- _Problem requirements_: Wherever the word "their" appears in a line of the data, that line should be copied.

Saved entries:
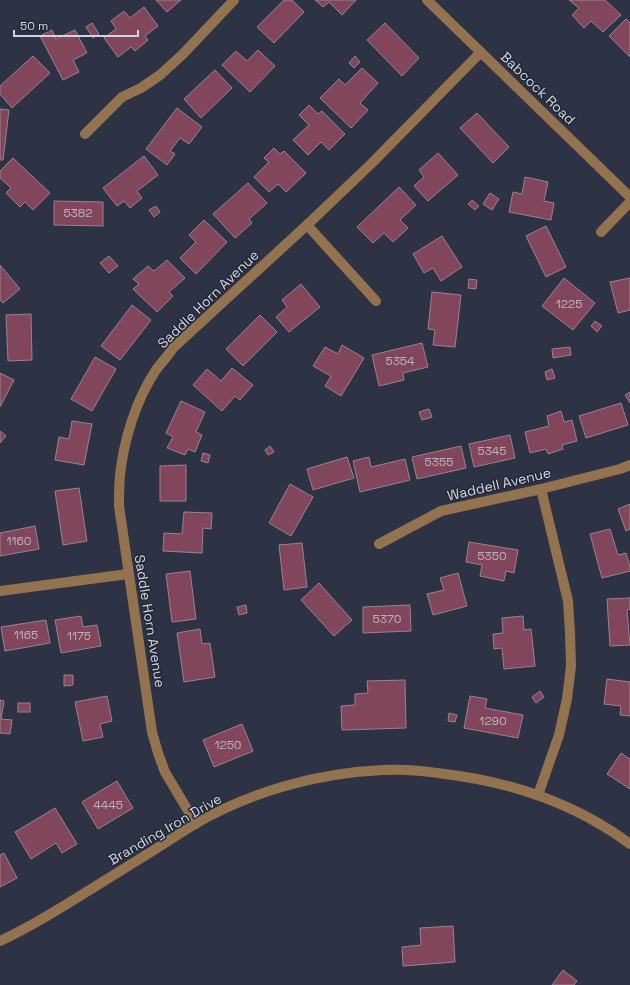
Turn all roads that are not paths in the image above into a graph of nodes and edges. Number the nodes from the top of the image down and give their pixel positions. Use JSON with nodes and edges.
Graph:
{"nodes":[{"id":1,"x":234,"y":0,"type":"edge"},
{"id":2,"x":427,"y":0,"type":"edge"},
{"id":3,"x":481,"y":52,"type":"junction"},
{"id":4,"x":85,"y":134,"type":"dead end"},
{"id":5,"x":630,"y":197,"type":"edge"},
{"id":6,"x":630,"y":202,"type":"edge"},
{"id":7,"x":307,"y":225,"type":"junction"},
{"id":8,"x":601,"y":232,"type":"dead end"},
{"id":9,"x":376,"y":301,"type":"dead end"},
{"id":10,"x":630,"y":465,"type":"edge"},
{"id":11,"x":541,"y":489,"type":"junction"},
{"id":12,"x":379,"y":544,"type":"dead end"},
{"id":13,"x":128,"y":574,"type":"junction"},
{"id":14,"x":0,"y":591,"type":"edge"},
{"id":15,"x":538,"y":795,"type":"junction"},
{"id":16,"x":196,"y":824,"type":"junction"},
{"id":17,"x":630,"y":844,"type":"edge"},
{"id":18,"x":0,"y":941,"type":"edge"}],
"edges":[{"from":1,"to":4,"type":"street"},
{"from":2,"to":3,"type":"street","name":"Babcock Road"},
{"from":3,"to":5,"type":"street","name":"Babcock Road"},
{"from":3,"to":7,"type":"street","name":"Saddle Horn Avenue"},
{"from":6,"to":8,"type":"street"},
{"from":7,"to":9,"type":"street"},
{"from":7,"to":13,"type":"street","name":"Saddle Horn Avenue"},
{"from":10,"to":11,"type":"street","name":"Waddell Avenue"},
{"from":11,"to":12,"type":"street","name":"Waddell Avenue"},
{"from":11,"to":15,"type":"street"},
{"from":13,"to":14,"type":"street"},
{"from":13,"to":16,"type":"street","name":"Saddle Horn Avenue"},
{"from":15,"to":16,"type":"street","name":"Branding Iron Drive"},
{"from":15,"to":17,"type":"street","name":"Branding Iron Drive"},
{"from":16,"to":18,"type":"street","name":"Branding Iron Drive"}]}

---

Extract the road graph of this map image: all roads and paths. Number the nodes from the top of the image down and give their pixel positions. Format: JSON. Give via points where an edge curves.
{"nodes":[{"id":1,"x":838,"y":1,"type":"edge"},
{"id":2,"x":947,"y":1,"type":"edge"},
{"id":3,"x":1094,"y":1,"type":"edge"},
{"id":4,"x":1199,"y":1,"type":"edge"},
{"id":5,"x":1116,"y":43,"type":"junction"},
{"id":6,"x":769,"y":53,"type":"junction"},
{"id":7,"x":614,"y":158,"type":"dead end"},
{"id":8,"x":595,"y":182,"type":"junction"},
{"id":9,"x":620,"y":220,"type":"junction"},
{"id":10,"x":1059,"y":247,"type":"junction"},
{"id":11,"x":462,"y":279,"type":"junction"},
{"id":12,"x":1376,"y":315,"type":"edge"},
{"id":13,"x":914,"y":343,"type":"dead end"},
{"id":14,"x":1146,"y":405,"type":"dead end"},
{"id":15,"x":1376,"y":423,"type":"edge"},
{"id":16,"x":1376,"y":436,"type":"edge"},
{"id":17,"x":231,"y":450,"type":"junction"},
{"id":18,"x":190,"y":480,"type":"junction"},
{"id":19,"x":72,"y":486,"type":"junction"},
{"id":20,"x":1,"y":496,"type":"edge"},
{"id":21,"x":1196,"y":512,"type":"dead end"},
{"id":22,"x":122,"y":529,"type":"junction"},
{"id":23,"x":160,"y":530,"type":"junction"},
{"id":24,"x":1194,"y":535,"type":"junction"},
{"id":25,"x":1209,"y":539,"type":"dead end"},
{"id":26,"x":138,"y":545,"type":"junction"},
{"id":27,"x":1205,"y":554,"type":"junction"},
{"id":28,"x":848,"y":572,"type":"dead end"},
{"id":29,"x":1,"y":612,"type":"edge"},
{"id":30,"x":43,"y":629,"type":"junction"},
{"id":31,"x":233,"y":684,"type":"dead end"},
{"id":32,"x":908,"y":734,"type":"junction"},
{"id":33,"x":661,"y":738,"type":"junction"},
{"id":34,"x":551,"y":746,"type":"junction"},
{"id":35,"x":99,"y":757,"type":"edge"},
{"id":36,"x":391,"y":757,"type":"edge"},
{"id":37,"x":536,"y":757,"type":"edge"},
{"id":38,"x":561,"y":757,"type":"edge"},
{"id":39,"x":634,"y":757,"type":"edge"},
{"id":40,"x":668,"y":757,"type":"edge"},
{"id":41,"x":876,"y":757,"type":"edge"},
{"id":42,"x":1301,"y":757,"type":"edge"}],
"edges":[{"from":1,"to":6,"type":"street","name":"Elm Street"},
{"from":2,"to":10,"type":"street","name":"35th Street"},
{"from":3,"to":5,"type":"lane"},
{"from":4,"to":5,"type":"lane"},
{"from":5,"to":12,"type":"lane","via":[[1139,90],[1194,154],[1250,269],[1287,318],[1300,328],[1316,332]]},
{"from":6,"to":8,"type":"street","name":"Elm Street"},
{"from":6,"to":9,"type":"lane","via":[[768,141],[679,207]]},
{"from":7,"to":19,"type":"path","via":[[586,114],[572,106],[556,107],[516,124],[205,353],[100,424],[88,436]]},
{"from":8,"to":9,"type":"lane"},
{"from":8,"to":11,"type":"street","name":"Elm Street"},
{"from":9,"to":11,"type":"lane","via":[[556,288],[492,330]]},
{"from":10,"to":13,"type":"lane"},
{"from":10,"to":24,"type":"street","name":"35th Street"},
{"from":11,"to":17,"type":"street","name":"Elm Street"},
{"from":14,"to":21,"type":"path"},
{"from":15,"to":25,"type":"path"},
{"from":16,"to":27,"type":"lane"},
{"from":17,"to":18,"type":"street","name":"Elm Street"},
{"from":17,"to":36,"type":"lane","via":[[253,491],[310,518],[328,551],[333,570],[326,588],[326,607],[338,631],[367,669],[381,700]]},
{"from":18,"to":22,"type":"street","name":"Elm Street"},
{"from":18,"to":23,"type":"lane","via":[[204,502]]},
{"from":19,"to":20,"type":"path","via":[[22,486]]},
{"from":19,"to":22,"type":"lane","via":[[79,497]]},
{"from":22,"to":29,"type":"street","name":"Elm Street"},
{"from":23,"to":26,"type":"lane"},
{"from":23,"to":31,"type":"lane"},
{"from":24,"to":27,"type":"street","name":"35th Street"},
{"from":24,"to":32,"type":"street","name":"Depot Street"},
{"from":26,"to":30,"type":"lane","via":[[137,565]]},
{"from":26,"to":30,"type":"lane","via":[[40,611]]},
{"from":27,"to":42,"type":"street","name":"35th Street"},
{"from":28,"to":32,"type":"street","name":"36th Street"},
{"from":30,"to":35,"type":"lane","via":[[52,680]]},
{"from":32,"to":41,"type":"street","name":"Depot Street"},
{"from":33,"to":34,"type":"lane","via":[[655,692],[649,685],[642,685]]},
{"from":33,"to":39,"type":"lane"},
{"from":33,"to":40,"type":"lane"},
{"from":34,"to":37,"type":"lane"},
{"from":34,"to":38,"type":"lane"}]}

- _Your solution_:
Turn all roads that are not paths in the image above into a graph of nodes and edges. Number the nodes from the top of the image down and give their pixel positions. Use JSON with nodes and edges.
Extract the road graph of this map image: all roads and paths. Number the nodes from the top of the image down and give their pixel positions. Format: JSON. Give via points where an edge curves.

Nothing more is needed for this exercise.